In its section on fraud and blackmail, the Theft Act also states that:
“A person who by any deception dishonestly obtains property belonging to another, with the intention of permanently depriving the other of it, shall on conviction on indictment be liable to imprisonment for a term not exceeding ten years.”
Wrongly forcing someone to sell their home and give the proceeds to the State in exchange for healthcare is surely fraud.
Many families also report that the formal notes taken during a Continuing Care assessment are often wrong, and that what is discussed verbally in an assessment and what actually gets written down are two different things. Families have also reported that written notes have sometimes been altered after an assessment meeting and behind the family’s back. This would appear to be either gross incompetence on the part of assessors, or a deliberate attempt to render the elderly person ineligible for funding and force them to sell their home to pay for care. This is particularly interesting given the section on false accounting in the Theft Act:
“Where a person dishonestly, with a view to gain for himself or another or with intent to cause loss to another, destroys, defaces, conceals or falsifies any account or any record or document made or require for any accounting purposes… he shall, on conviction or indictment, be liable to imprisonment for a term not exceeding seven years.”
Breach of the Equality Act 2010 and disability legislation
Setting deadlines to end financial redress for the oldest generation in our population seems a strange way to promote equality. The coalition government’s changes to the Equality Act 2010 enabling older people to sue the NHS if they face age discrimination by NHS staff may offer some hope for those who do experience it. Many report an ‘unwillingness’ by the State to provide care if the person is disabled or incapacitated and that care likely to be expensive.
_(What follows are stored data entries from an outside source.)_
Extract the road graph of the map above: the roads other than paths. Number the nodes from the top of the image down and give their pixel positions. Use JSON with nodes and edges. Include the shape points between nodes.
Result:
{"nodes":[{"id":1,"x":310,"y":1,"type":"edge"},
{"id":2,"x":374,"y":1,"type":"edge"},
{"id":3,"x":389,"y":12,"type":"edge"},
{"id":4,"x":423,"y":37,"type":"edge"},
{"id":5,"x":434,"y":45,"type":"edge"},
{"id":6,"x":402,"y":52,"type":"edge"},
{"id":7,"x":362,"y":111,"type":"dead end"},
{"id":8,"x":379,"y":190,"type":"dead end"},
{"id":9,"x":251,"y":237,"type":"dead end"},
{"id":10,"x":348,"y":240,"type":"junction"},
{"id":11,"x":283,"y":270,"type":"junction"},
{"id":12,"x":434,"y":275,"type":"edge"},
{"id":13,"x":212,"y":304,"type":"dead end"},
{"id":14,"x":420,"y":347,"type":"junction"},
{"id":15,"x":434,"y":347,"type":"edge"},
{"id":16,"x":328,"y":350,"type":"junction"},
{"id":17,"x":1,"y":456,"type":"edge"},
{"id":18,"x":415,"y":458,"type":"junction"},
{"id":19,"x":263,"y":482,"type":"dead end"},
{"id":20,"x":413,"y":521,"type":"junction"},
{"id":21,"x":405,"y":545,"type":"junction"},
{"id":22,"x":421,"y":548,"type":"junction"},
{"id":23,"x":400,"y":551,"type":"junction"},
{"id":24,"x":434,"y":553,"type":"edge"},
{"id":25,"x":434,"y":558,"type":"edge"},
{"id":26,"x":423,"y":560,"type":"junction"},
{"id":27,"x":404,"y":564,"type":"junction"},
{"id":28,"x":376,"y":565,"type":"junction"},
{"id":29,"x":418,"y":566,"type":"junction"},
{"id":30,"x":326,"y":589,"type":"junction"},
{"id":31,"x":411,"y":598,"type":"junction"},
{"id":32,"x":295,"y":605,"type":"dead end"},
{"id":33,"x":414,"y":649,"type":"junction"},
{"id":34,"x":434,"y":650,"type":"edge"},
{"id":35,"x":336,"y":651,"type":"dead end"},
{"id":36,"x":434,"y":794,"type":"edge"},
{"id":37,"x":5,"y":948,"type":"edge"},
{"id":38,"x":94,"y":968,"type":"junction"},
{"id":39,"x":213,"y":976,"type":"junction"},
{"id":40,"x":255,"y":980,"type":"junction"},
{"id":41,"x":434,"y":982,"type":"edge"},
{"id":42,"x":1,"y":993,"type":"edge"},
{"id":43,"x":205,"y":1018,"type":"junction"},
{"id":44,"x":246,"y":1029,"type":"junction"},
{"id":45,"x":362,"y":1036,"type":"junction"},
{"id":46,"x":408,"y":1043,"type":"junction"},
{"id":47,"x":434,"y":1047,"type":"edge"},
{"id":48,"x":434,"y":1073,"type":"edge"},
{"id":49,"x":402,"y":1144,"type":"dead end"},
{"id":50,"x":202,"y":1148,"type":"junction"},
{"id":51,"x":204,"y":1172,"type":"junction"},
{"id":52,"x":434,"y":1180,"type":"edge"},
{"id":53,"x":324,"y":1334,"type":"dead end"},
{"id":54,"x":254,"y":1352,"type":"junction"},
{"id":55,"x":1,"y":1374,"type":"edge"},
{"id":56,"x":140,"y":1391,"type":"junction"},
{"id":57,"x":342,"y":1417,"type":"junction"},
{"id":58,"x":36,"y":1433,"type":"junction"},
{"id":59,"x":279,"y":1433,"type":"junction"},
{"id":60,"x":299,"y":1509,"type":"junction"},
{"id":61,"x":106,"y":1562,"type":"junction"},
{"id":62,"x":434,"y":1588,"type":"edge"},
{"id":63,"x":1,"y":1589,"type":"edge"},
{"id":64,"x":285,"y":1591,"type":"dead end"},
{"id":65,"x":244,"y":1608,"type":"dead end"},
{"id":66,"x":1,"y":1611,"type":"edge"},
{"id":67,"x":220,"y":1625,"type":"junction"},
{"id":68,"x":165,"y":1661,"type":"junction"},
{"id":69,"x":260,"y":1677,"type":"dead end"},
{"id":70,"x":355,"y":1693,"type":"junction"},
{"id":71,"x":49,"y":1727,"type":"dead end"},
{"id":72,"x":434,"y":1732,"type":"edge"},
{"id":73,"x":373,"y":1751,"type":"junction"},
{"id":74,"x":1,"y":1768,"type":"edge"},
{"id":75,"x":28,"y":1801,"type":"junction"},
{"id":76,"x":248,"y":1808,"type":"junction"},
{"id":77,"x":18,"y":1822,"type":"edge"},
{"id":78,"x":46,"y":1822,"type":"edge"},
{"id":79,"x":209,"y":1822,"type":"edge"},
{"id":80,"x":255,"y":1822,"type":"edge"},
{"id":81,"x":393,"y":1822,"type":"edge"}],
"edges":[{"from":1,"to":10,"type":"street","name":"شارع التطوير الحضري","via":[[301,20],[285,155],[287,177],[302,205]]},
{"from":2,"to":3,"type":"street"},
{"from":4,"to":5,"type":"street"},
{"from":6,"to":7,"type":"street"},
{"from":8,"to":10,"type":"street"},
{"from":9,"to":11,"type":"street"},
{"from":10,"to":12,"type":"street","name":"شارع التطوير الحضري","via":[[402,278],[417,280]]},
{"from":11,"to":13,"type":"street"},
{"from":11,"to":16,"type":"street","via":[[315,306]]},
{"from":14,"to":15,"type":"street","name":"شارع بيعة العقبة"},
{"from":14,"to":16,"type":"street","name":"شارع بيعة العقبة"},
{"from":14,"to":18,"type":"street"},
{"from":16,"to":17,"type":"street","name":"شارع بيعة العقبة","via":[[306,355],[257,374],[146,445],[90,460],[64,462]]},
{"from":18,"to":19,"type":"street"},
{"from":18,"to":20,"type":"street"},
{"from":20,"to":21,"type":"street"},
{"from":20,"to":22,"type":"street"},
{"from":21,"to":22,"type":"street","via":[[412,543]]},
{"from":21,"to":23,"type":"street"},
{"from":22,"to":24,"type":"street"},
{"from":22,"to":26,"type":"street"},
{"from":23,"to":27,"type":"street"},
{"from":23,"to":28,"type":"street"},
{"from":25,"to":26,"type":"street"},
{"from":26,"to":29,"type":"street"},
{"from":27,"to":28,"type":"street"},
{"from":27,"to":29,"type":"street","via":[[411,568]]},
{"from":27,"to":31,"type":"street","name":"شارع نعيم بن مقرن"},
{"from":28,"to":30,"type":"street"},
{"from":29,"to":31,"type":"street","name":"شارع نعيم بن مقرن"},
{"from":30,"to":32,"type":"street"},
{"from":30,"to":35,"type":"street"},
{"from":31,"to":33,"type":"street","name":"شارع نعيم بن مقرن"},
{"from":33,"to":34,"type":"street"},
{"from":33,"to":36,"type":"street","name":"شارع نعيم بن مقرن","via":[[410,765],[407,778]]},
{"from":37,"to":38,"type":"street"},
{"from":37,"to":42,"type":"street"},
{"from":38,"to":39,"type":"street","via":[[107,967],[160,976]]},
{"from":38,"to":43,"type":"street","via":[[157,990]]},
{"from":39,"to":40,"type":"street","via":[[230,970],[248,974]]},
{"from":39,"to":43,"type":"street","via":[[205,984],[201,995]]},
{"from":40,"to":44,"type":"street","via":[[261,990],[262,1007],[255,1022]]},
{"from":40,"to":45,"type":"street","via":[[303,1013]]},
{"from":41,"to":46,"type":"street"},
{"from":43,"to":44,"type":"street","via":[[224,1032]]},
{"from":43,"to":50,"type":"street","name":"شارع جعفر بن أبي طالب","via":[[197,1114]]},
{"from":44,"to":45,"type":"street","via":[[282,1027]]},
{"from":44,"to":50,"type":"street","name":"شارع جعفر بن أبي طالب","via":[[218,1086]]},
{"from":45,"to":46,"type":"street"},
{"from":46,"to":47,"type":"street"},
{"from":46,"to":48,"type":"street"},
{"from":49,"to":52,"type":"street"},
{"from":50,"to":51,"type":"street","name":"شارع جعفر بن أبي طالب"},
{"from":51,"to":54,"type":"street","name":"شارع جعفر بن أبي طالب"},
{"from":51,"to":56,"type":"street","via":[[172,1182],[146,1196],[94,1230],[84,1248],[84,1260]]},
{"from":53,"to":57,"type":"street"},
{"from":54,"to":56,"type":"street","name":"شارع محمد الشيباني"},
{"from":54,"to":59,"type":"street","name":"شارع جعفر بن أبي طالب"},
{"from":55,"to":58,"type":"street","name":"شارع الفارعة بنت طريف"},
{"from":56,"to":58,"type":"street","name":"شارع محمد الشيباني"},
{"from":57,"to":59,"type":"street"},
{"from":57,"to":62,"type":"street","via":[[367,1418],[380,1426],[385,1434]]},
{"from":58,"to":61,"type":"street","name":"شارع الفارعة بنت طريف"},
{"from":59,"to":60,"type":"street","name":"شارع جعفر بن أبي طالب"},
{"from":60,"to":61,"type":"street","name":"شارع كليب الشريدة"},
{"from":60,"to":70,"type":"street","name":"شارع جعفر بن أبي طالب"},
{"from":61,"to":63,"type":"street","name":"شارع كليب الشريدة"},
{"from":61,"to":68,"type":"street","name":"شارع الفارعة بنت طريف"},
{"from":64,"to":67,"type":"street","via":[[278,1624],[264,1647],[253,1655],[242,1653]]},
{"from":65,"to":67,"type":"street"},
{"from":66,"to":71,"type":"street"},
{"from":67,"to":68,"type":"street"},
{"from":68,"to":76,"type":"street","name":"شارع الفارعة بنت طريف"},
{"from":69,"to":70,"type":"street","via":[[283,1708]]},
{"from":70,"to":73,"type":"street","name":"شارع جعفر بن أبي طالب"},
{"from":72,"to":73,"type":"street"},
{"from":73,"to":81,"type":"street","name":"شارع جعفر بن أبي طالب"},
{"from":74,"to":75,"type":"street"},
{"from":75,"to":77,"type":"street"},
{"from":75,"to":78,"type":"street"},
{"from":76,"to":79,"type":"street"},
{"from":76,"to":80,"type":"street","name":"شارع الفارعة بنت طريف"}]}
It would be interesting to understand how exactly a lack of Continuing Healthcare funding is supported in the Equality Act and how it does not constitute blatant discrimination arising from disability.
In addition, the practical ability of a frail elderly person to hold the State to account is limited – and in introducing new deadlines for retrospective claims, the State is now taking away the very complaint mechanism through which an elderly person could previously seek redress.
Human Rights lawyers will, I’m sure, also take an interest here. Taking away a person entire assets without due process of law is surely also a breach of the Human Rights Act.
The Continuing Healthcare reclaim deadlines are flawed
In cases of maladministration and improper intent, those who control the duties and promises of our National Health Service are stealing further from our elderly because, in the final analysis, they deem cost to be of higher importance that the legal rights of citizens.
The evidence is clear: the Coughlan case, the Grogan case, my own parents, and many other cases where families have fought – and won. But these cases are small in number compared to the ones that have not yet been brought.
The government was been quick to announce a Parliamentary Enquiry into banking fraud. What makes fraudulent practice in the healthcare system any different? The answer seems clear: The age of the people being defrauded.
Few politicians in any party seem to have had the backbone to stand up for elderly people in any meaningful way. The new Continuing Healthcare deadlines and the lack of any substantial political objections further expose this complacency.
Law firms now have an opportunity to challenge the very deadlines that many are helping their clients meet. But time is running out. That is, I suspect, exactly what the government is counting on.
Please spread the word and make others aware of the Continuing Healthcare deadlines – before it’s too late.